# HOW TO COMPLETE THIS TASK
Lift every line from the entries that includes the word "dead".

# Items from a data source
┏━━
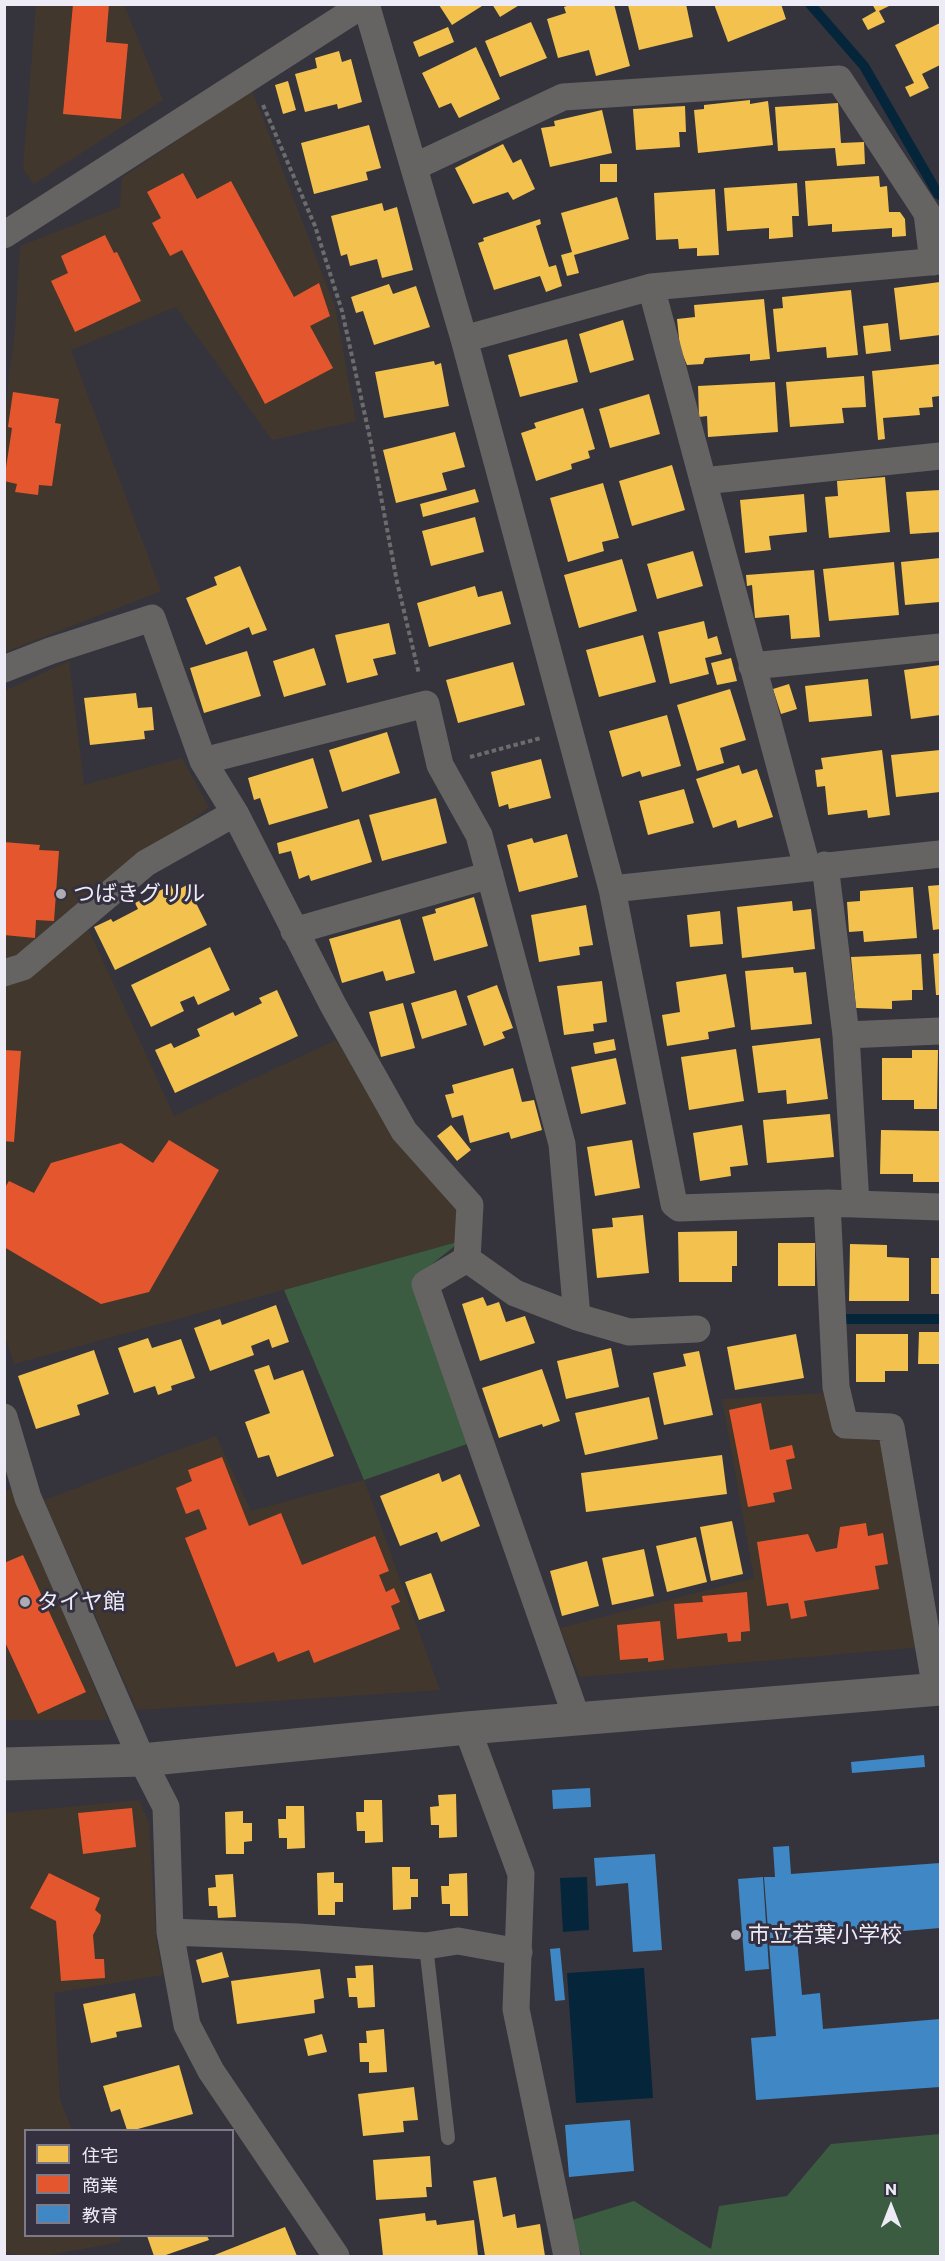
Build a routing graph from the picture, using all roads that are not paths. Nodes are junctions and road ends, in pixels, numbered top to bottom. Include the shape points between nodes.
1 (365, 4) edge
2 (414, 167) junction
3 (4, 235) edge
4 (937, 261) edge
5 (651, 287) junction
6 (464, 339) junction
7 (940, 456) edge
8 (703, 481) junction
9 (940, 647) edge
10 (752, 666) junction
11 (4, 669) edge
12 (203, 760) junction
13 (235, 813) junction
14 (940, 854) edge
15 (816, 866) junction
16 (490, 876) junction
17 (612, 889) junction
18 (294, 931) junction
19 (4, 974) edge
20 (940, 1030) edge
21 (846, 1035) junction
22 (827, 1203) junction
23 (856, 1204) junction
24 (940, 1207) edge
25 (467, 1259) junction
26 (577, 1317) junction
27 (698, 1329) dead end
28 (4, 1417) edge
29 (938, 1690) edge
30 (577, 1719) junction
31 (468, 1728) junction
32 (142, 1760) junction
33 (4, 1764) edge
34 (170, 1932) junction
35 (426, 1946) junction
36 (519, 1952) junction
37 (448, 2138) dead end
38 (336, 2256) edge
39 (567, 2256) edge

1 - 2 street
1 - 3 street
2 - 4 street via 563,97 839,79 927,213
2 - 6 street
4 - 5 street
5 - 6 street
5 - 8 street
6 - 17 street
7 - 8 street
8 - 10 street
9 - 10 street
10 - 15 street
11 - 12 street via 152,618
12 - 13 street
12 - 16 street via 426,704 440,765 479,835
13 - 18 street
13 - 19 street via 146,863 22,967
14 - 15 street
15 - 17 street
15 - 21 street
16 - 18 street
16 - 26 street via 561,1144
17 - 22 street via 674,1204 679,1208
18 - 25 street via 404,1131 470,1205
20 - 21 street
21 - 23 street
22 - 23 street
22 - 29 street via 836,1387 844,1425 891,1427
23 - 24 street
25 - 26 street via 515,1293
25 - 30 street via 425,1284
26 - 27 street via 629,1332
28 - 32 street via 28,1498
29 - 30 street
30 - 31 street
31 - 32 street
31 - 36 street via 522,1874
32 - 33 street
32 - 34 street via 166,1807
34 - 35 street
34 - 38 street via 187,2025 211,2071
35 - 36 street via 458,1941
35 - 37 lane
36 - 39 street via 516,2009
┗━━
# WRITTEN RESPONSE
27 (698, 1329) dead end
37 (448, 2138) dead end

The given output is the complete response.